WORK TO COMPLETE - Work out how many lines of the listing below contain the word "Plain". Respond with that number only.

INFORMATION PROVIDED -
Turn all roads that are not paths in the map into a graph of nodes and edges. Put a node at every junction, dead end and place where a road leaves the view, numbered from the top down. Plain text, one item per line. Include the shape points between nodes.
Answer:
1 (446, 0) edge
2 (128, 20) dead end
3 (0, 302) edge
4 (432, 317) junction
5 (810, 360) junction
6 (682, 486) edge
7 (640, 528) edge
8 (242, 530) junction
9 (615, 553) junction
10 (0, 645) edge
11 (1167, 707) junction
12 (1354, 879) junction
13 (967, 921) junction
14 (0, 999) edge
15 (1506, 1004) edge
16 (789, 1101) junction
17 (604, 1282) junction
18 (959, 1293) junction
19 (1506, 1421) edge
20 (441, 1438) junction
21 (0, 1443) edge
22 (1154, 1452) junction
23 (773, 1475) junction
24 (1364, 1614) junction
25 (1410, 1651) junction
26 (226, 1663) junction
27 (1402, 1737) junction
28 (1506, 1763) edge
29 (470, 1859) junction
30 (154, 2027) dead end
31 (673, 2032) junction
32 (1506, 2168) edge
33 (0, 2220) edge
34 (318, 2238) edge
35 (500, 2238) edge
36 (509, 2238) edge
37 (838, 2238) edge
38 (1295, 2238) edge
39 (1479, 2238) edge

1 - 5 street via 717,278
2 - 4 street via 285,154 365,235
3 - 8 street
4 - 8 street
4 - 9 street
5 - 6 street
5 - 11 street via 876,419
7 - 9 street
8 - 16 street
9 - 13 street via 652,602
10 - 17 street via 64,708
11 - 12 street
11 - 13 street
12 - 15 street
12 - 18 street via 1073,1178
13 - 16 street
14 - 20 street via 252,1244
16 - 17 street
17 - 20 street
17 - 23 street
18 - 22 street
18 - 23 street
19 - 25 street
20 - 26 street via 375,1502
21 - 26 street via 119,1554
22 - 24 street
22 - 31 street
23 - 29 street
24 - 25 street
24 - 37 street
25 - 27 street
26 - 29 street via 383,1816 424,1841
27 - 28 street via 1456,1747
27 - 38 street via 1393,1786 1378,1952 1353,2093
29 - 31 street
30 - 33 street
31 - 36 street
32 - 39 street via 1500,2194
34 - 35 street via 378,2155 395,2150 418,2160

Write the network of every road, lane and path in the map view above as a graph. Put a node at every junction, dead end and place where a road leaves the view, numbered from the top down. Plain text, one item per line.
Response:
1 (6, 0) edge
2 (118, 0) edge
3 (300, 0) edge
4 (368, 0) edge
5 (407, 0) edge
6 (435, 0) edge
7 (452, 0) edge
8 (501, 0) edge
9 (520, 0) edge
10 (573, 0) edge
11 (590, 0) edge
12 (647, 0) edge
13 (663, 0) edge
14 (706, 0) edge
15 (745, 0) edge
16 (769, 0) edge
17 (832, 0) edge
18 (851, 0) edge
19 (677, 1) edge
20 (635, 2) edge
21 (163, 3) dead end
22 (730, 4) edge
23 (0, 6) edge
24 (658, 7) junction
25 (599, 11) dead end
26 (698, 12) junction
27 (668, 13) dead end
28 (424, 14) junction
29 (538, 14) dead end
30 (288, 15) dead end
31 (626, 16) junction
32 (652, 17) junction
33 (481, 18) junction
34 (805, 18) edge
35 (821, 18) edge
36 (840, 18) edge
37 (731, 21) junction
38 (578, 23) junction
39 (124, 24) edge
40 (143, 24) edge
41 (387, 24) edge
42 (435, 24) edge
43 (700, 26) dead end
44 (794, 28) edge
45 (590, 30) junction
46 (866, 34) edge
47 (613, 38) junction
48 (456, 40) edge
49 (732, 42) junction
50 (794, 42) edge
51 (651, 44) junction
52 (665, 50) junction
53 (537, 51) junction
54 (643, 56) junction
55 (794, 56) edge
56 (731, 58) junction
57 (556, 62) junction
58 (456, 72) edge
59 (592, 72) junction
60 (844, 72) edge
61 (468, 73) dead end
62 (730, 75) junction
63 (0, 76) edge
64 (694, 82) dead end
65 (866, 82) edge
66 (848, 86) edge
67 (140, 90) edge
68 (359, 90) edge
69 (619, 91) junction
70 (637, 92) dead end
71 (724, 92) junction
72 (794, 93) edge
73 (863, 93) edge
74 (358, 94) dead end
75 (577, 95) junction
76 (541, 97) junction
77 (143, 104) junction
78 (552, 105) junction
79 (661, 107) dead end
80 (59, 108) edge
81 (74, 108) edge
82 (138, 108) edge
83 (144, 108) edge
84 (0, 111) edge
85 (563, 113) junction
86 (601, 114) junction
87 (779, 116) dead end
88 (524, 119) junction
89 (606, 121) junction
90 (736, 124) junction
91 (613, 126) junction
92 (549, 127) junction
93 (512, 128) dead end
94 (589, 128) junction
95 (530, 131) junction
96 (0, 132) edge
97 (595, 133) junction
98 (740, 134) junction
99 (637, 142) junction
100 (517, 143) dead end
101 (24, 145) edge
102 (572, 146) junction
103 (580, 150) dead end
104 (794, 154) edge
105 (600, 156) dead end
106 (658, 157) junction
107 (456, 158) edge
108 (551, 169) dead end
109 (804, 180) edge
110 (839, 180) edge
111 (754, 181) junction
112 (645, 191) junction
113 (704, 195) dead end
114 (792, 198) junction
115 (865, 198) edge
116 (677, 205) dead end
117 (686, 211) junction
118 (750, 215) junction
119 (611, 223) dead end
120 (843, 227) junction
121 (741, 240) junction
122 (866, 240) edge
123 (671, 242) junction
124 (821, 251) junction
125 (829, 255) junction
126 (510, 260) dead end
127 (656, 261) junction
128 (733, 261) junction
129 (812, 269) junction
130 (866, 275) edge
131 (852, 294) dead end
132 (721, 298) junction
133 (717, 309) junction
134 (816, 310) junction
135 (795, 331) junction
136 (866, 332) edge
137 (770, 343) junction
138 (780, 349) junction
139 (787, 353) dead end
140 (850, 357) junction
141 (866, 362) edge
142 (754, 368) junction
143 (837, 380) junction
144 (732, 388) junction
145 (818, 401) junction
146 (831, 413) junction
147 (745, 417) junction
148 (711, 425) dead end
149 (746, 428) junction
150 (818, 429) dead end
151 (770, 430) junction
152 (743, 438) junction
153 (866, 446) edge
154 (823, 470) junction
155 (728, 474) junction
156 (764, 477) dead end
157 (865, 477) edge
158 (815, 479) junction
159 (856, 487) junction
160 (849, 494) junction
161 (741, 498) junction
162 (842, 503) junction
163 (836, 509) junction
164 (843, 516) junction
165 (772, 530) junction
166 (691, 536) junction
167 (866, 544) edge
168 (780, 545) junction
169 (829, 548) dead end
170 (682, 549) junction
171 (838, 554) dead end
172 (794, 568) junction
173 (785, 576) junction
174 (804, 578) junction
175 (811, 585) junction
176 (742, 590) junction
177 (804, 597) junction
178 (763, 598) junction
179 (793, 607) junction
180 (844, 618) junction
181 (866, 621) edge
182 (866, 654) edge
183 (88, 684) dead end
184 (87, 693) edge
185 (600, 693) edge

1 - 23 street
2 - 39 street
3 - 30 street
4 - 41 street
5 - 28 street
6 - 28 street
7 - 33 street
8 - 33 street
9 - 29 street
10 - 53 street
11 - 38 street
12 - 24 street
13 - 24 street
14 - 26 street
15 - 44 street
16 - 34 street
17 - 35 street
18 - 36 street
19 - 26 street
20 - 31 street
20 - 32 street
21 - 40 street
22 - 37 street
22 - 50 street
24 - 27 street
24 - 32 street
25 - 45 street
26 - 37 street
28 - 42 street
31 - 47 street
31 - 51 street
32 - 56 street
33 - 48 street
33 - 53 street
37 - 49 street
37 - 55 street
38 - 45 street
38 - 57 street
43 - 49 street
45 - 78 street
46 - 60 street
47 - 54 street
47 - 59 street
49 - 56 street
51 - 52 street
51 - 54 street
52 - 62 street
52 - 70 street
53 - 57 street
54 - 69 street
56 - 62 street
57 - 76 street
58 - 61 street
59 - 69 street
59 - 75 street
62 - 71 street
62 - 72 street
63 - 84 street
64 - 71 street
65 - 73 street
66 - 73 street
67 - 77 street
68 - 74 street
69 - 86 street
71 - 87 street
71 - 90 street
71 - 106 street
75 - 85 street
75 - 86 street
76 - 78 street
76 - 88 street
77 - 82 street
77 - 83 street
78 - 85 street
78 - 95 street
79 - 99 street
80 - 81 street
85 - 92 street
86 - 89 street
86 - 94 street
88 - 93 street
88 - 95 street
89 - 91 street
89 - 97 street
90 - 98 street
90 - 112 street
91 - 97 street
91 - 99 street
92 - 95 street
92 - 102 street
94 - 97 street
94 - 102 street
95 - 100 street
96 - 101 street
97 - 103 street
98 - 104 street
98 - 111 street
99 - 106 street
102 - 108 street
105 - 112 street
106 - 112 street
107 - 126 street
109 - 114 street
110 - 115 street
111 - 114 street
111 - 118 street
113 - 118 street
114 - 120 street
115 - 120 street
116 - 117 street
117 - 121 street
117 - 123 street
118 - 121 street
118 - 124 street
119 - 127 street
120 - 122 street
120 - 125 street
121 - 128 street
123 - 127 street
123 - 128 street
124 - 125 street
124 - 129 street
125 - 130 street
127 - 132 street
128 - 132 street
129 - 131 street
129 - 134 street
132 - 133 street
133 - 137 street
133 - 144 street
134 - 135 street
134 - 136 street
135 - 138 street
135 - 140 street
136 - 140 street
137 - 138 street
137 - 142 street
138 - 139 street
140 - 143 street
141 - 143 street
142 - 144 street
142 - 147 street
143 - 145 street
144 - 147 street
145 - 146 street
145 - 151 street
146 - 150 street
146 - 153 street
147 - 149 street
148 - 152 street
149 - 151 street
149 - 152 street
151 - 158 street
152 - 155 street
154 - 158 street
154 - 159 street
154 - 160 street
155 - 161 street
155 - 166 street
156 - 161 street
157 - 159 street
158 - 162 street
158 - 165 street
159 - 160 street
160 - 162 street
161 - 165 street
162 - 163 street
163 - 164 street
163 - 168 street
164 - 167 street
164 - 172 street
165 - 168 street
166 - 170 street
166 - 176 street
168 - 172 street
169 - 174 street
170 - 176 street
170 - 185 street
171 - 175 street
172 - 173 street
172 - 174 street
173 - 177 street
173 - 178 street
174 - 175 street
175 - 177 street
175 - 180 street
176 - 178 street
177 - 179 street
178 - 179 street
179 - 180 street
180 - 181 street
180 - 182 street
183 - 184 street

ANSWER TO THIS PROBLEM - 2